The memorials to Kennedy and Pan Am 103 could stand in for their places in our cultural memory: Whereas the cairn feels nearly forgotten, tucked into a corner of the cemetery, Kennedy’s grave is central and well-visited by a crowd packed full of families of tourists, foreign military members, and, somewhere, a couple who came from the Netherlands to pay their respects.
I have no personal connection to any of the people buried here, to John or Robert or Jackie O, so I decide to spend only a moment as part of the masses of humanity gathered here. As I squeeze my way forward to glimpse the Eternal Flame, a teenage boy staring at JFK’s plaque asks his mother a question to which the answer is literally right in front of him, carved in stone: “When did he die?”

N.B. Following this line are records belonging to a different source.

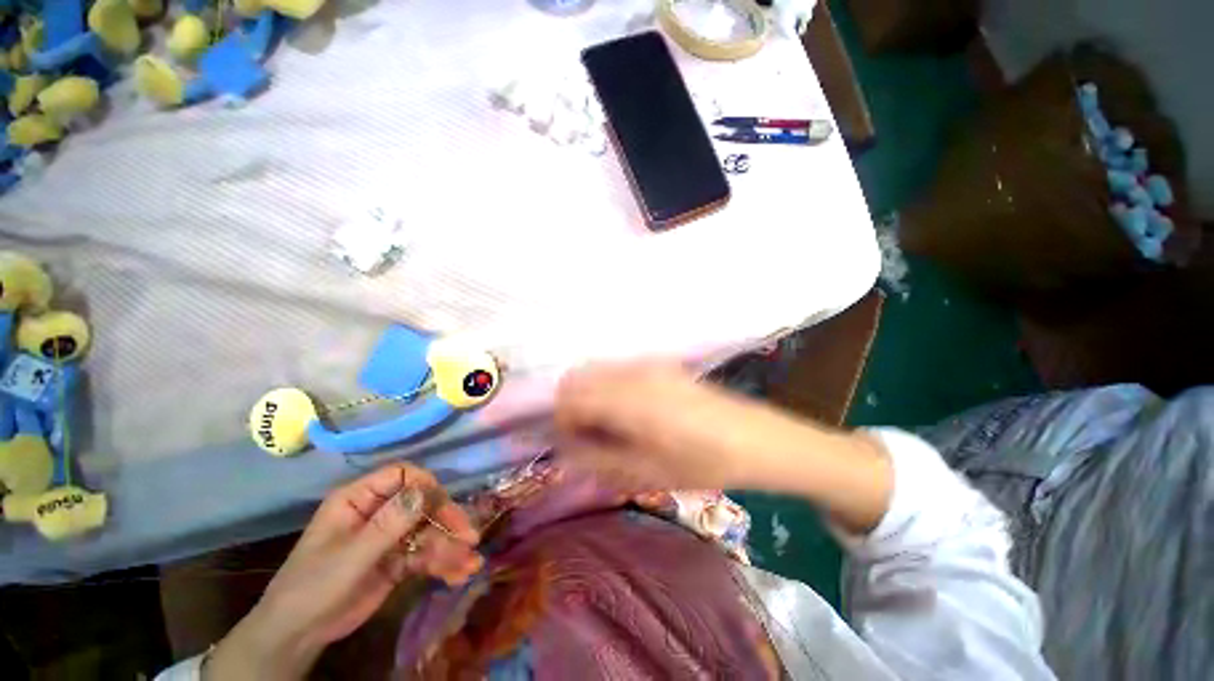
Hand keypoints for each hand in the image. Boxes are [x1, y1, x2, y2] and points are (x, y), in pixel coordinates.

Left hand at [206, 463, 481, 679]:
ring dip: (451, 545)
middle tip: (469, 536)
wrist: (298, 635)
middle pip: (423, 503)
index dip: (425, 485)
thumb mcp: (350, 556)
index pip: (401, 475)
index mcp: (360, 499)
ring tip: (470, 562)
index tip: (444, 505)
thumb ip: (388, 524)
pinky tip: (460, 573)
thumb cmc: (314, 586)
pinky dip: (444, 562)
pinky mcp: (398, 559)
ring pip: (429, 530)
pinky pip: (426, 554)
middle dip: (447, 519)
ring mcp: (390, 536)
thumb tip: (426, 491)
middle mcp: (379, 511)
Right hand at [554, 362, 773, 490]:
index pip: (570, 397)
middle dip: (571, 405)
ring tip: (609, 426)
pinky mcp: (660, 364)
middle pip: (577, 377)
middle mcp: (633, 373)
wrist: (756, 439)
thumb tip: (564, 452)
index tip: (571, 444)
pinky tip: (630, 411)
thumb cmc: (703, 462)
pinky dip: (608, 387)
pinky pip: (617, 369)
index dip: (561, 421)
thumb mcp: (648, 473)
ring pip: (596, 370)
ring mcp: (648, 364)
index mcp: (628, 400)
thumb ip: (598, 460)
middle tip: (588, 436)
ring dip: (589, 395)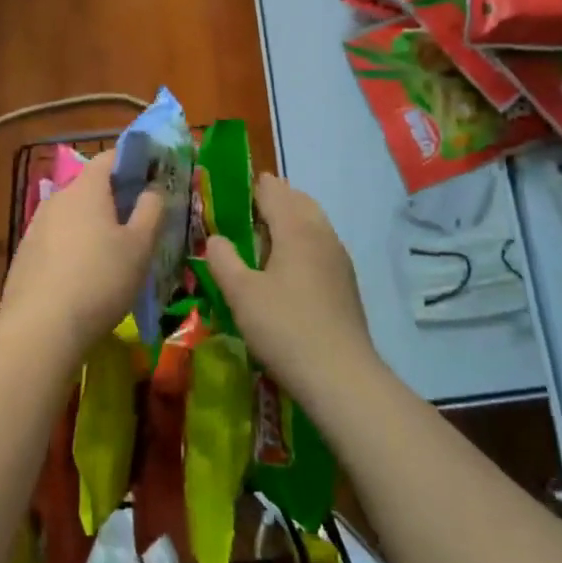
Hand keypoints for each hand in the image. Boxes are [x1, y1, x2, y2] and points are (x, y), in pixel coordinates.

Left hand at [0, 148, 162, 354]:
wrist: (40, 328)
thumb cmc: (100, 280)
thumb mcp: (139, 246)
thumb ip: (151, 210)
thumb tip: (153, 188)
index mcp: (86, 189)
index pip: (110, 157)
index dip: (133, 161)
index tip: (152, 176)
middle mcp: (57, 199)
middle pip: (90, 187)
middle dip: (114, 198)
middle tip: (139, 221)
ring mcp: (35, 226)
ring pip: (72, 215)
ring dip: (92, 225)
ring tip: (113, 253)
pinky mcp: (24, 254)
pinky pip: (56, 239)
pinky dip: (73, 247)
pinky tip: (84, 275)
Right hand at [205, 174, 378, 401]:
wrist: (340, 375)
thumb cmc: (284, 327)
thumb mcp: (240, 293)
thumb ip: (223, 259)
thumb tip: (216, 239)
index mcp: (296, 228)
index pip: (274, 191)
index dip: (253, 186)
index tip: (232, 188)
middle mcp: (322, 235)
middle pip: (299, 201)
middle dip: (275, 199)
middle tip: (247, 211)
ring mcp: (339, 259)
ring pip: (314, 223)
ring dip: (291, 220)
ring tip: (264, 238)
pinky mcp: (345, 283)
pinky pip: (321, 246)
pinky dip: (302, 242)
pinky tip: (288, 268)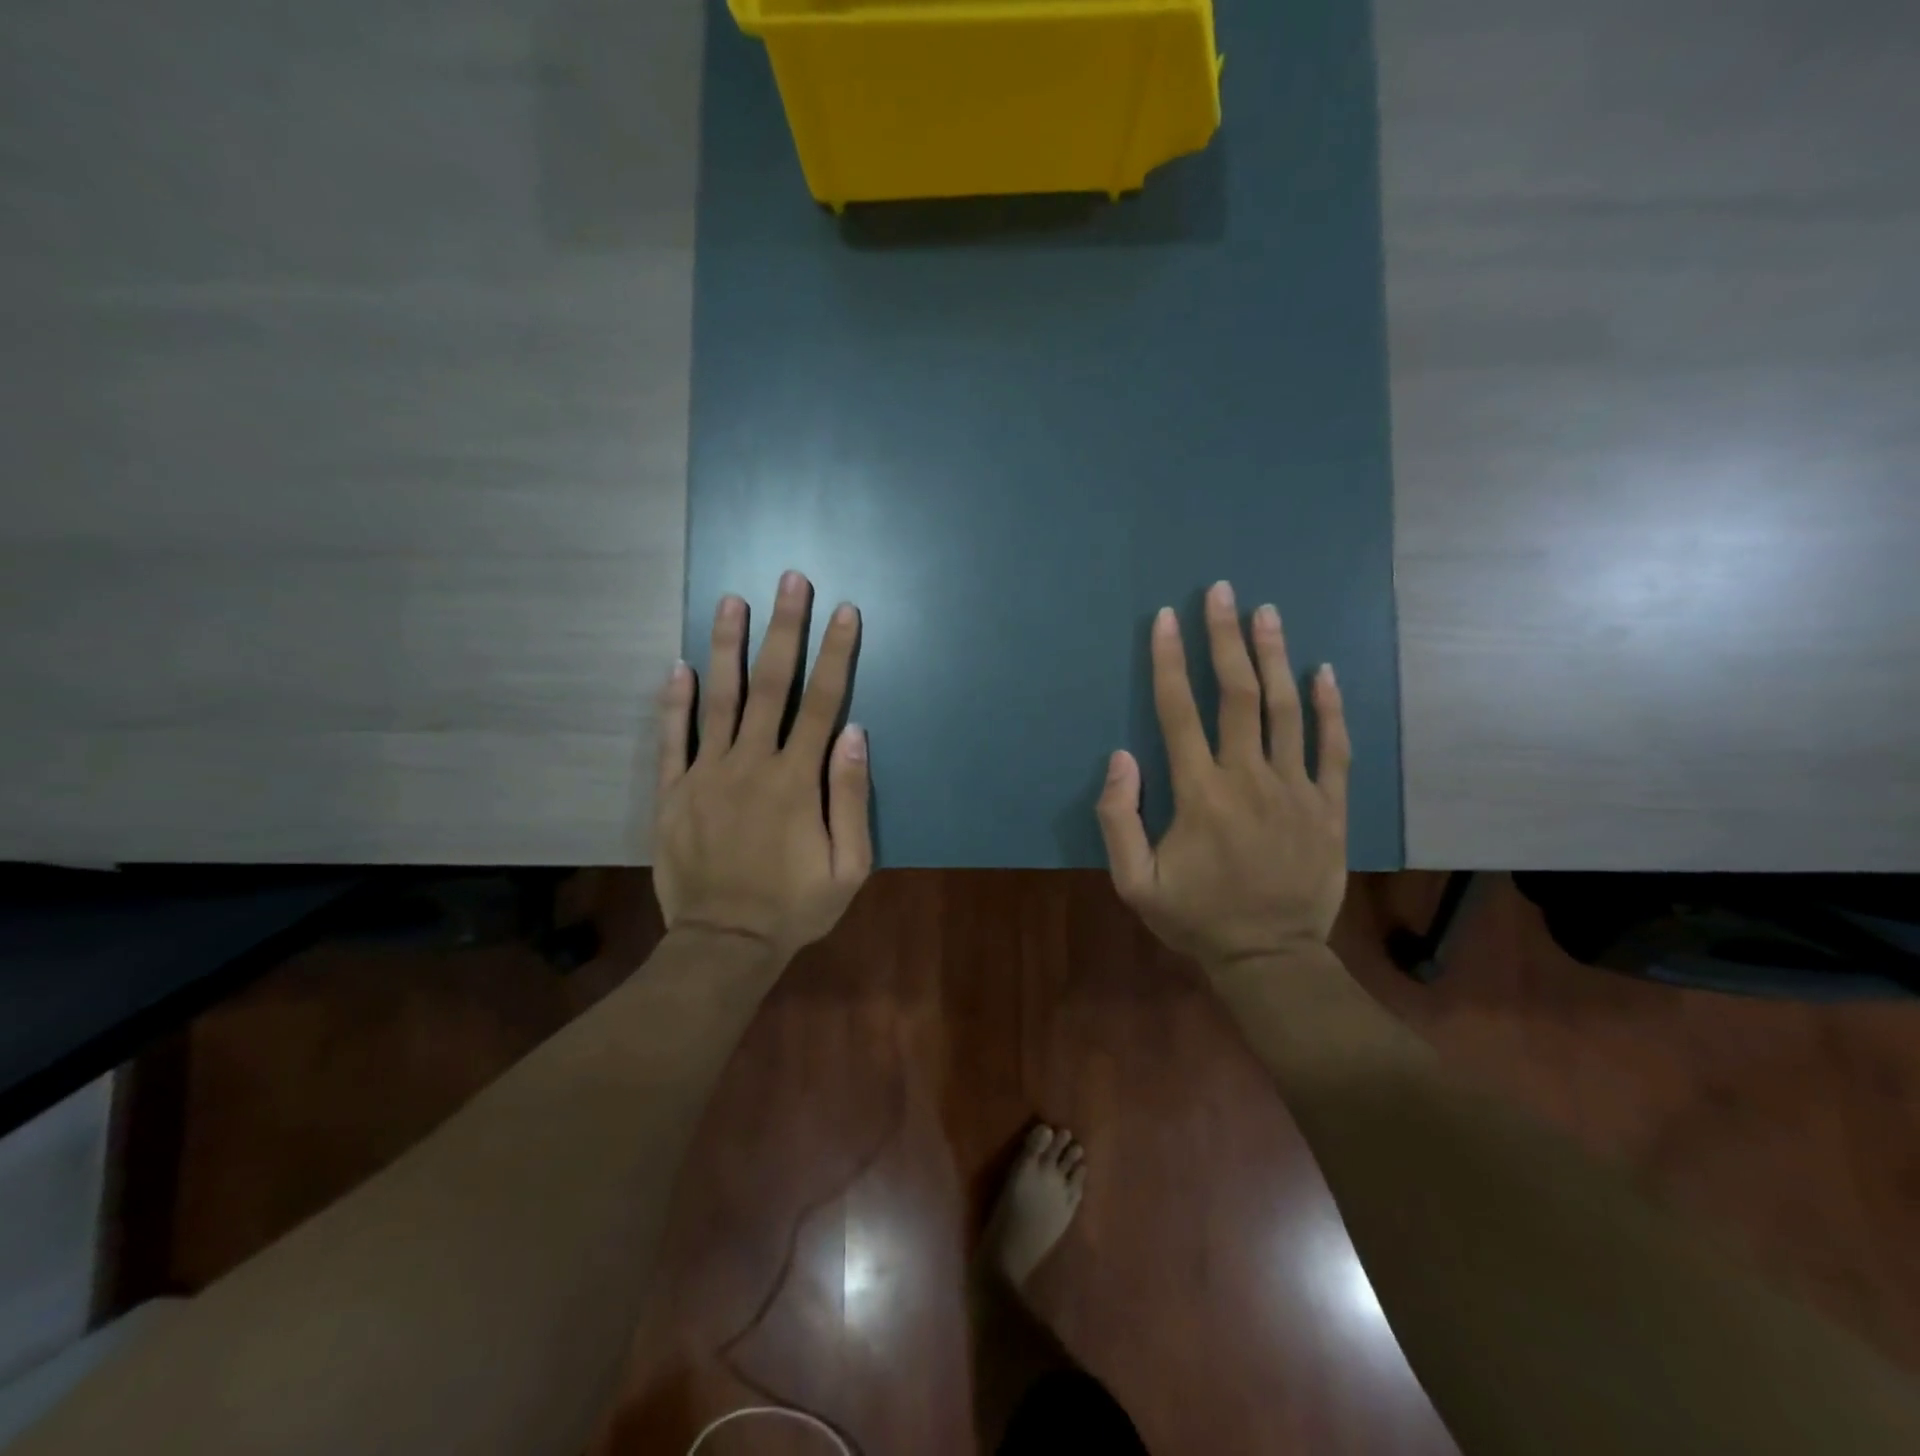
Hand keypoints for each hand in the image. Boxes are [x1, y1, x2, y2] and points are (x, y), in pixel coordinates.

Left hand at [653, 570, 872, 962]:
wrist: (725, 943)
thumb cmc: (795, 906)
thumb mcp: (849, 866)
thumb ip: (851, 797)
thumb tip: (855, 733)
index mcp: (796, 780)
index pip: (822, 703)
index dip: (836, 654)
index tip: (844, 612)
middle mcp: (750, 764)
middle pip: (771, 685)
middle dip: (784, 629)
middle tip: (789, 580)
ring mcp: (706, 775)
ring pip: (718, 699)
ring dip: (727, 646)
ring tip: (730, 600)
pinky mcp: (674, 793)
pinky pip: (672, 738)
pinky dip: (673, 700)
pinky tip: (676, 665)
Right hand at [1098, 581, 1350, 964]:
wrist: (1271, 958)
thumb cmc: (1196, 919)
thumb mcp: (1134, 883)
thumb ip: (1118, 820)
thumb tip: (1119, 758)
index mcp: (1200, 794)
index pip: (1179, 712)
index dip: (1170, 661)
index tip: (1167, 619)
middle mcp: (1249, 778)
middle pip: (1237, 695)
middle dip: (1226, 639)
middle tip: (1222, 592)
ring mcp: (1297, 789)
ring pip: (1286, 710)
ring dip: (1274, 656)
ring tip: (1267, 612)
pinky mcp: (1330, 806)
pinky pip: (1334, 747)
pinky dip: (1330, 707)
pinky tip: (1323, 671)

“1963,” his mother answers. “That’s when they stopped making convertible limousines.”
On the way out, I spend a moment taking in the scenic view of our nation’s capital, and I’m forced to admit that, if I didn’t loathe so much of what the city stands for, I would consider it fairly beautiful.
I suppose this makes the District of Columbia the metropolitan equivalent of Paris Hilton.
I listen to the rest of Funeral along the trek downhill to the Arlington subway stop. While I walk towards the subway station, a group in front of me stops to take a picture with the Memorial Entrance in the background. I try to duck out of the picture at first, but realize there’s no way for me to avoid the frame, so I keep walking along with the all the other tourists on this sidewalk.
Someday soon, one of these people will go home and load that picture onto his computer. The group will look at the photo, and see only themselves and the background. My face, like all the others, will blend into the scenery. We will be there, but we will not.
How many times has this happened to me now? How many pictures am I in, but nothing more than a ghost, a figure of no relevance appearing incidentally at best? How many times did this happen to my father?
Cameras have soared in popularity since my father’s death—the point-and-shoot camera existed for a while when he was killed, but they were far from ubiquitous back then. The decline of film as a medium led to a boom in photography—I wouldn’t be surprised if someone told me more digital pictures were taken last year than total photos taken in my dad’s lifetime.
Still, this must have happened to my father, once or twice if not more. Somewhere, a photograph ostensibly of someone or something else features his face in the frame. Maybe someone noticed him while looking at the photo, or maybe nobody ever has. Either way, nobody ever knew who he was.
As I leave the cemetery behind, it occurs to me that being in the background of a photograph is a particular, peculiar form of immortality. Nobody can know my father died without first acknowledging he lived.
Back in the city, I meet my next interview subject, Mark Zaid, in the lobby of a hotel across the street from the White House, and we move into the coffee shop to speak. Zaid comes off as a high-powered Washington attorney, but fortunately, his schedule opened up enough for him to speak with me today. Even if he hadn’t told me that he had a meeting after this, I could guess from how he’s dressed: A tie featuring the designs of historical American flags complements his pinstriped suit and light blue dress shirt. His glare, even behind his glasses, gives him a hawkish look.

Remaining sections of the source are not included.